Tak lama seorang datang menepuk pundak Deri. Dia supir ayah Deri.

"Kamu yang tabah ya" kata supir Ayah Deri.

"Kenapa ayah di bawa polisi?" Tanya Deri kepada sopir Ayahnya.

"Ayahmu terbukti korupsi. Ayahmu telah menyerahkan diri begitu polisi sampai di rumah" jelas Supir ayahnya itu.

"Bagaimana bisa?" Tanya Deri masih tidak mengerti.

"ayahmu telah menggunakan uang perusahaan. Telah lama. Bahkan sebelum saya menjadi supirnya" jelas nya lagi.

Deri hanya melihat ayahnya di bawa oleh polisi dari depan pintu rumahnya. Deri ingin mengejar. Namun kakinya seakan enggan berlari mengejar mobil itu.

"Rumah, mobil dan motor itu" supirnya menoleh ke motor yang di bawa Deri tadi. Yang baru berapa hari di pakainya.
"Itu semua akan disita. Hanya bersisa mobil avanza dan motor yang di berikan ayah dulu. Karna mobil itu adalah pemberian dari kakekmu kepada ayahmu. Dan motor yang diberikan ayahmu. Itu ibumu yang membeli untukmu" jelas supir itu.
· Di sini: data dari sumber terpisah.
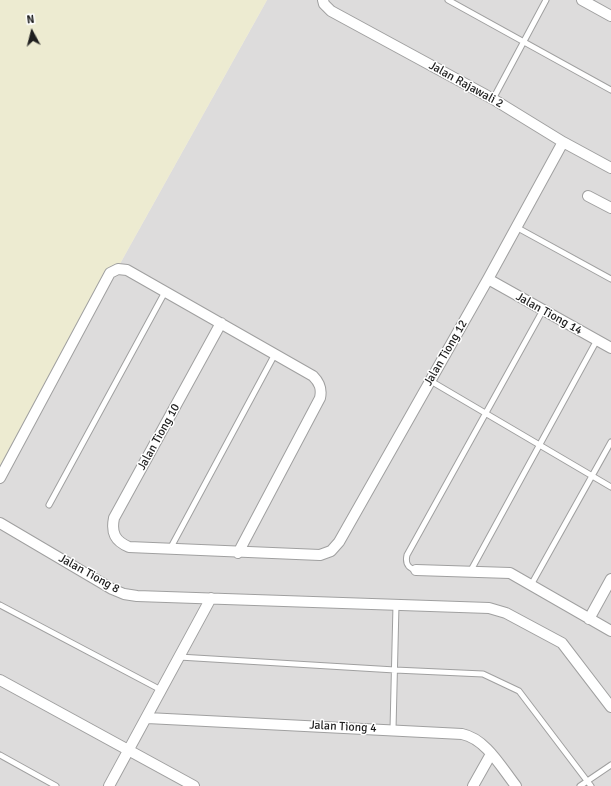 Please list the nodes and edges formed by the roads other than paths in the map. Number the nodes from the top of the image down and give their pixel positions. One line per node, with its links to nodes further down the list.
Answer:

"Aku tidak membutuhkan semuanya. Aku hanya ingin ayah saat ini ada untukku" ucap Deri.

"Besok, kita tengok ayahmu" ucap supirnya.

"Apa anda sangat mengenal ayahku?" Tanya Deri.

"Ya. Sangat. Setiap hari ayahmu selalu bercerita tentangnya" jelas supir itu.

"Pulanglah. Besok kita menengok ayahmu" katanya sekali lagi.

Deri pulang dengan perasaan tidak percaya dengan apa yang dia lihat dan yang dia dengar tadi. Seakan dia bermimpi.

Tuhan...
Aku menemui ayahku..
Aku ingin bertemu dengannya..
Bukan untuk menyaksikan ayah di tahan..

Aku masih tidak percaya..
Jika ayah seperti itu..

Tuhan...
Aku memohon..
Bebaskan ayahku..
Aku berjanji akan berbakti padanya...
Tak akan membangkang..

Kamu telah mencapai bab terakhir yang dipublikasikan.

⏰ Terakhir diperbarui: Jan 24, 2018 ⏰

Tambahkan cerita ini ke Perpustakaan untuk mendapatkan notifikasi saat ada bab baru!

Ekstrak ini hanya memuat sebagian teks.